**Records:**

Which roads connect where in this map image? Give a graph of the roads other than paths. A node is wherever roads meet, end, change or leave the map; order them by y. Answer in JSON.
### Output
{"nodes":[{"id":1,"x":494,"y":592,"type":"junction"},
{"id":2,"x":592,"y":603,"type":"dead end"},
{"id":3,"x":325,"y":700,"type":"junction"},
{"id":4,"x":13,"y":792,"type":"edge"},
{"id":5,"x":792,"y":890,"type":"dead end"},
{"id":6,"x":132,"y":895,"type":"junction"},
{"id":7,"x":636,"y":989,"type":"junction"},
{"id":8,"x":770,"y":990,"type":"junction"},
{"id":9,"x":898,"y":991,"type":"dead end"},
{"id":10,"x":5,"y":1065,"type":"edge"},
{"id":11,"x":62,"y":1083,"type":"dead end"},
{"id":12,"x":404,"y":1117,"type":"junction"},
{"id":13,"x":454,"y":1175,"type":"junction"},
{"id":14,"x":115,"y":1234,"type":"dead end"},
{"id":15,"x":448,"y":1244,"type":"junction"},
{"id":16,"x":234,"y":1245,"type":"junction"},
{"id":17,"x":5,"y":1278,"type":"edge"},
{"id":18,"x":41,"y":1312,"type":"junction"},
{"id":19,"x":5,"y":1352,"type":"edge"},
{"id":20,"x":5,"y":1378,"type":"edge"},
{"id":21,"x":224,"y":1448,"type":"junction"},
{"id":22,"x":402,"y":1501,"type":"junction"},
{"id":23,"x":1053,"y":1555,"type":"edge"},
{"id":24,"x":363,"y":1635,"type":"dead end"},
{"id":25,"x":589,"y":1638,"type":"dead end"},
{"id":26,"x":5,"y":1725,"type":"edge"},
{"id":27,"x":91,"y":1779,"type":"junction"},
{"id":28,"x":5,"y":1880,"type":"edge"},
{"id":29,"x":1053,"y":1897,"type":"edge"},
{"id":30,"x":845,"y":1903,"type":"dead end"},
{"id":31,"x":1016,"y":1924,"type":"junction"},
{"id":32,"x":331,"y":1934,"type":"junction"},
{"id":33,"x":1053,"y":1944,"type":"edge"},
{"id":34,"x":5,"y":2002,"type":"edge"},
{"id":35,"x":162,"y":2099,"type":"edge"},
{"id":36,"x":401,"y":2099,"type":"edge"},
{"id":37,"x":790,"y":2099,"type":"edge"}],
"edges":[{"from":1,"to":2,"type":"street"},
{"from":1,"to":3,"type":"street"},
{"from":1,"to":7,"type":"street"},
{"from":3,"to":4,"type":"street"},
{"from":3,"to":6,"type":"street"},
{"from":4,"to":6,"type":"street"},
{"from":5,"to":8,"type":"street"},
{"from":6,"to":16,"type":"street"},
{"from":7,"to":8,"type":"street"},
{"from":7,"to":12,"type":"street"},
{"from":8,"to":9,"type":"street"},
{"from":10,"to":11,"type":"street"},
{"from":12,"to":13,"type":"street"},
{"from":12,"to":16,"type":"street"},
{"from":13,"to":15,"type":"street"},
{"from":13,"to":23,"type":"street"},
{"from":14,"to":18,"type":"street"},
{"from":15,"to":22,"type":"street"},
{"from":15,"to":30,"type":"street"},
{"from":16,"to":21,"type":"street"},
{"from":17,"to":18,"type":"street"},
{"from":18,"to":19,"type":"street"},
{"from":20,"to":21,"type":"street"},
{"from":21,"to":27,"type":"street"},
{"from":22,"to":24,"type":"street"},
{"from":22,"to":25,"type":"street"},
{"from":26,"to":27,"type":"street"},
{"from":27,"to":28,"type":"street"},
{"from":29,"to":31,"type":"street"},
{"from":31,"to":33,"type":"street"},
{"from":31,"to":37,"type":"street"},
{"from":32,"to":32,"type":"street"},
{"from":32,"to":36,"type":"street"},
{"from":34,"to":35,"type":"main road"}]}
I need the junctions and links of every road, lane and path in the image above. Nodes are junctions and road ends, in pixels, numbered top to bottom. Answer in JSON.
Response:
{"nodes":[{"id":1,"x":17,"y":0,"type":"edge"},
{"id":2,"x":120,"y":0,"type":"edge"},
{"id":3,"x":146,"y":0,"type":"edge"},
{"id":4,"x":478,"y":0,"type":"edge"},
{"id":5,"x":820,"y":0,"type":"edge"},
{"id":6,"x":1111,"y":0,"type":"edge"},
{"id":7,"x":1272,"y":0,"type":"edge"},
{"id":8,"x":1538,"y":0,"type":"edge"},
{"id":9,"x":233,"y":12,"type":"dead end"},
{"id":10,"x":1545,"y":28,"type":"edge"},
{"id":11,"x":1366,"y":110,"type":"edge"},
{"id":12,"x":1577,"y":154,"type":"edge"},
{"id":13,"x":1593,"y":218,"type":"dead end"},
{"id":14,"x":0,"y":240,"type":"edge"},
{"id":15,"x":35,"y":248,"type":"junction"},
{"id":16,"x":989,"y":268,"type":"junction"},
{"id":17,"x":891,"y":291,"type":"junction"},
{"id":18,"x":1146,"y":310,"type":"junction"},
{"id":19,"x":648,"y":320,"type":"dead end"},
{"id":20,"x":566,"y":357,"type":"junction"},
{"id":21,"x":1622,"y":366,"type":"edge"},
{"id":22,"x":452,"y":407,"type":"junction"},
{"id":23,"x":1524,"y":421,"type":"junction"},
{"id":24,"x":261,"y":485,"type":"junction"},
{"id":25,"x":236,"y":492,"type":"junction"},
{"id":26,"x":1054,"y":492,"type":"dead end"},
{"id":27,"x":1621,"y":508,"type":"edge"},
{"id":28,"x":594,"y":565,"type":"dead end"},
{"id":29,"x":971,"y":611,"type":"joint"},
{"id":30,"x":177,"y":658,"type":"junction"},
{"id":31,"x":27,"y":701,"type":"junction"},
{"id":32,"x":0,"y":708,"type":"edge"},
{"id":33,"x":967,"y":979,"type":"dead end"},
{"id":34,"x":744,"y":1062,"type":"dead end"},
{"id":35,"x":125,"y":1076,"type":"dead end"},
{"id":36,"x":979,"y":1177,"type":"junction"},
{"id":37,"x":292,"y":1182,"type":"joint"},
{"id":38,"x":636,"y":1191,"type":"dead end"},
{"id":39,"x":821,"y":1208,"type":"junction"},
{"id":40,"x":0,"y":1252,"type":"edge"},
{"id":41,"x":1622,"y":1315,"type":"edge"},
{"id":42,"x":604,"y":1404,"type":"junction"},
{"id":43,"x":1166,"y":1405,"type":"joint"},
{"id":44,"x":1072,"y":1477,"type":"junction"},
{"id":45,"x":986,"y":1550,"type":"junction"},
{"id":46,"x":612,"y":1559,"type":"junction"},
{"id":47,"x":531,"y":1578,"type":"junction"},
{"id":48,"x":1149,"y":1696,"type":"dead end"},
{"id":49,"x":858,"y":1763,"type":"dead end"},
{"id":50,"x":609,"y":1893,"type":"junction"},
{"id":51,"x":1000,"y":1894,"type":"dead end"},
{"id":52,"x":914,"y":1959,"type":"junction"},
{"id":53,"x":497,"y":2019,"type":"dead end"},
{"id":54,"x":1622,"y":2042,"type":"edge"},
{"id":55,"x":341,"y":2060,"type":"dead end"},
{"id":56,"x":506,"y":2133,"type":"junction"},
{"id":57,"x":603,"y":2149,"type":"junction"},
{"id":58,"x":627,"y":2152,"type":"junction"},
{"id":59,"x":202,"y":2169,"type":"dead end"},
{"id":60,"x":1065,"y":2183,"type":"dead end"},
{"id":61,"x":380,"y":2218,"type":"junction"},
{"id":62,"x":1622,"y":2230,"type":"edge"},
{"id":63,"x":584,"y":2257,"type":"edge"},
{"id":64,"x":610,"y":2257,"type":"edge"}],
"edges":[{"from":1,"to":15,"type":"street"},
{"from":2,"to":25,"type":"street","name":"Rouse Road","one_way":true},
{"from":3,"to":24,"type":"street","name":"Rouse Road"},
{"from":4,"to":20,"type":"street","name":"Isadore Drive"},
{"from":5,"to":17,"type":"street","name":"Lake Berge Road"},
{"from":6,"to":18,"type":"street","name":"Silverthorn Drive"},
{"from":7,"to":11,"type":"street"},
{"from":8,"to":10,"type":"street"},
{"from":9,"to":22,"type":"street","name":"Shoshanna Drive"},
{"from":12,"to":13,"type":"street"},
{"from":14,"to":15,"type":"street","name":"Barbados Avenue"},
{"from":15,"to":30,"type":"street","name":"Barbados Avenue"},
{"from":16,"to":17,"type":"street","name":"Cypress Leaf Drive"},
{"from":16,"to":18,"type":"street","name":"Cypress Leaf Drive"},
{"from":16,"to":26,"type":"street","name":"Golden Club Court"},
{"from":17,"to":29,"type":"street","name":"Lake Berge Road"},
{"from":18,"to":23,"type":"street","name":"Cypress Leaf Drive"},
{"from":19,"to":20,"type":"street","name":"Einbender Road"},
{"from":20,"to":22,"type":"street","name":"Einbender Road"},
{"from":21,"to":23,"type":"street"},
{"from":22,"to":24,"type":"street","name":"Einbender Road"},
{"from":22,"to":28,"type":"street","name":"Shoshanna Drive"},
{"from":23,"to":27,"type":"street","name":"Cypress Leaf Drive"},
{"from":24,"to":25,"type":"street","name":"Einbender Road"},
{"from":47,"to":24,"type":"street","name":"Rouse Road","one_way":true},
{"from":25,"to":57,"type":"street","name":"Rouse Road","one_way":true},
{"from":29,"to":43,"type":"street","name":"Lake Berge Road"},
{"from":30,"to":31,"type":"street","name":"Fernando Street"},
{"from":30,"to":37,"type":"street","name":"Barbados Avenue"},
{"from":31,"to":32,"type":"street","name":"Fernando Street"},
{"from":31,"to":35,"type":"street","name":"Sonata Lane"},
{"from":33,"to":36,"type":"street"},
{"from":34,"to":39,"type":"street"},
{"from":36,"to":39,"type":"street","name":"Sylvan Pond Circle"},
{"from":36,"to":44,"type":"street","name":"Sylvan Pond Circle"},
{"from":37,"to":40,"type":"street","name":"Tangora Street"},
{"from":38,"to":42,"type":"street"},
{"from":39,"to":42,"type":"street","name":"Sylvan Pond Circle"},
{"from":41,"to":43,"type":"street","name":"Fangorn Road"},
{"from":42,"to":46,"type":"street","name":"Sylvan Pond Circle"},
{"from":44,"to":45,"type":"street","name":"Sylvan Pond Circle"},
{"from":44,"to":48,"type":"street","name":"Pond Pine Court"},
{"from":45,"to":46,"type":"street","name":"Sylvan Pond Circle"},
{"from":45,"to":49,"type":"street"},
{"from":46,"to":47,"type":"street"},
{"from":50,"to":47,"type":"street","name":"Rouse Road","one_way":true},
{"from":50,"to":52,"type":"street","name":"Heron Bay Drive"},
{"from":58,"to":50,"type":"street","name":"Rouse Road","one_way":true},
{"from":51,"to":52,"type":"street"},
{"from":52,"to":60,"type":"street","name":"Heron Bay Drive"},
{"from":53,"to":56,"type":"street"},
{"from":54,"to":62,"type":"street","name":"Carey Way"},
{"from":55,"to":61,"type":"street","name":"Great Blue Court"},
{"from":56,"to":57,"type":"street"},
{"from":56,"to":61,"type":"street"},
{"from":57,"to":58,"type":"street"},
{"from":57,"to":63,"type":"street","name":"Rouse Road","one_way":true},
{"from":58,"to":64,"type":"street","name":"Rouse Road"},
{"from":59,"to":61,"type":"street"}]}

**Task objective:** Could you return all lines from the records that include the word "Circle"?

**Output:**
{"from":36,"to":39,"type":"street","name":"Sylvan Pond Circle"},
{"from":36,"to":44,"type":"street","name":"Sylvan Pond Circle"},
{"from":39,"to":42,"type":"street","name":"Sylvan Pond Circle"},
{"from":42,"to":46,"type":"street","name":"Sylvan Pond Circle"},
{"from":44,"to":45,"type":"street","name":"Sylvan Pond Circle"},
{"from":45,"to":46,"type":"street","name":"Sylvan Pond Circle"},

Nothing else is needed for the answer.